A final decision on the future of the Phantom Garden is likely to be made at a meeting of Lichfield District Council’s planning committee on August 21.

Jane says she hopes councillors will listen to their concerns.

“My father’s little memorial happens to be in the way of this development,” she said. “That’s a shame, but we’re very unhappy with the proposals to move it.

“To us, the current location is hugely important. It’s the place where our father created a legacy for himself and all those commemorated in the garden.

“The site we have been offered is nearby and there is nothing wrong with it in itself, but it is not where the memorial belongs.

“It should not be moved somewhere else.”

The National Memorial Arboretum says the new events pavilion is required in order to meet future demand.

Andrew Baud, spokesperson for the NMA, said: “In order to accommodate growing visitor numbers, currently including 15,000 schoolchildren, and to host over 200 events every year, the National Memorial Arboretum has a well-progressed development strategy.

“This plan saw the official opening of a £16m Remembrance Centre by HRH The Duke of Cambridge in March 2017.  The second key element of the plan is to create an Events Pavilion, a flexible building that will replace a large marquee which has was erected over eight years ago.

“Twenty years ago, the success of the arboretum could not have been foreseen by the original founders and, as a result, it is now necessary to reconsider some of the spaces around the buildings. In ensuring a consistently excellent visitor experience, this may involve moving some elements, including finding more appropriate locations within the grounds.

“Where those spaces are part of a dedicated garden or contain a memorial, the arboretum will work closely with any organisations and individuals who have a direct interest.  Generally, given the changes are part of a wider vision for the site, our proposals are well-received.
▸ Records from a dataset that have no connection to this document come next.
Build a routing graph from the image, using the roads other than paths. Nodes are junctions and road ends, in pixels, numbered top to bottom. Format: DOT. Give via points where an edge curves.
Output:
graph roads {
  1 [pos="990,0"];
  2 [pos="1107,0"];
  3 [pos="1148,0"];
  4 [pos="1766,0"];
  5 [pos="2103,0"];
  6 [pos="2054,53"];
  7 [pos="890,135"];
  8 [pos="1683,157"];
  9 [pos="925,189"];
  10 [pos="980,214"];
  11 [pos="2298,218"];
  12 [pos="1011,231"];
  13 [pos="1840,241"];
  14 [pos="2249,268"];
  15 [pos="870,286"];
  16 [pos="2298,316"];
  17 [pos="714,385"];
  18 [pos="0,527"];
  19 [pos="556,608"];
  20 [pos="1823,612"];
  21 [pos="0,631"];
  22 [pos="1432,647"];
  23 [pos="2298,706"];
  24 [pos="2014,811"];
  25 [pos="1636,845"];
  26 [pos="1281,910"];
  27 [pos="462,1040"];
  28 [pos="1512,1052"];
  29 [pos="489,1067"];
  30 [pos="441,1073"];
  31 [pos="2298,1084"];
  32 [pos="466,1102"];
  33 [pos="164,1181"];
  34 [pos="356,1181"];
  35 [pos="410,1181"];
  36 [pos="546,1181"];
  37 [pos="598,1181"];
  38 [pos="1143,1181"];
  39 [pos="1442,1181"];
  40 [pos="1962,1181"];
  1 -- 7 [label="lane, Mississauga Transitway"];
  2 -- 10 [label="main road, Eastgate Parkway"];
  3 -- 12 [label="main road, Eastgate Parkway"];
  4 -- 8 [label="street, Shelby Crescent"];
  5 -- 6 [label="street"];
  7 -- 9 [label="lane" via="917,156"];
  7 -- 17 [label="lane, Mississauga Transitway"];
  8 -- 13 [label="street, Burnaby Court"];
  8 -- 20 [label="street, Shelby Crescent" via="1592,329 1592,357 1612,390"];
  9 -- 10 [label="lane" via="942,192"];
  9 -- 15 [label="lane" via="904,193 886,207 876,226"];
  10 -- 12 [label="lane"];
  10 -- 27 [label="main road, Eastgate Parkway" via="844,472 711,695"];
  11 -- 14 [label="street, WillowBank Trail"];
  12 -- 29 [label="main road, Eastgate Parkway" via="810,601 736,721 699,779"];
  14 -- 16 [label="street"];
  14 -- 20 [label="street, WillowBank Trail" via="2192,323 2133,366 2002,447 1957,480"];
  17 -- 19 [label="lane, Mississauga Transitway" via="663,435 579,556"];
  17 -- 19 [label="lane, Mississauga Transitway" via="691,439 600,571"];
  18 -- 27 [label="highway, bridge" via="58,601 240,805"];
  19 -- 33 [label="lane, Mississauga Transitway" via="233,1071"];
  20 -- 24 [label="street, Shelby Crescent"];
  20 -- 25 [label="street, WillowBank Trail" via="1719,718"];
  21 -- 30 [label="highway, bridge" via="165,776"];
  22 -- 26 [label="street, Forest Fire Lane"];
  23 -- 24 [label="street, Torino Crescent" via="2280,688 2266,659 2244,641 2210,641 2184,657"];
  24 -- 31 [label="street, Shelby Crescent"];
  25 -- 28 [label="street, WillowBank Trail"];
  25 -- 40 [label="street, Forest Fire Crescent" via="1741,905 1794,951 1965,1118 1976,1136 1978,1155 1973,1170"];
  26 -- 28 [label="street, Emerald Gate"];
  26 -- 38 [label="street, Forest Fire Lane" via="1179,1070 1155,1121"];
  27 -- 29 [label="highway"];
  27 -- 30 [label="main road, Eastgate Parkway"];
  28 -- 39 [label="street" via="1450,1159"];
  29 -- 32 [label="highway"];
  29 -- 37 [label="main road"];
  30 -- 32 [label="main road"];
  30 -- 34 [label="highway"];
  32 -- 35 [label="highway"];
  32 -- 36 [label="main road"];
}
“In respect of the Phantom Garden, we recognise trustees’ concerns, and have attempted to engage in a meaningful dialogue in order to consider options. While the garden will have to move to allow construction of the events pavilion, there are a number of possibilities which we would still like to explore.

“The arboretum team understands fully that relocating precious memorials and gardens needs to be undertaken with the highest level of sensitivity and in consultation with key stakeholders, however it is always done against the backdrop of the long term vision for the arboretum.”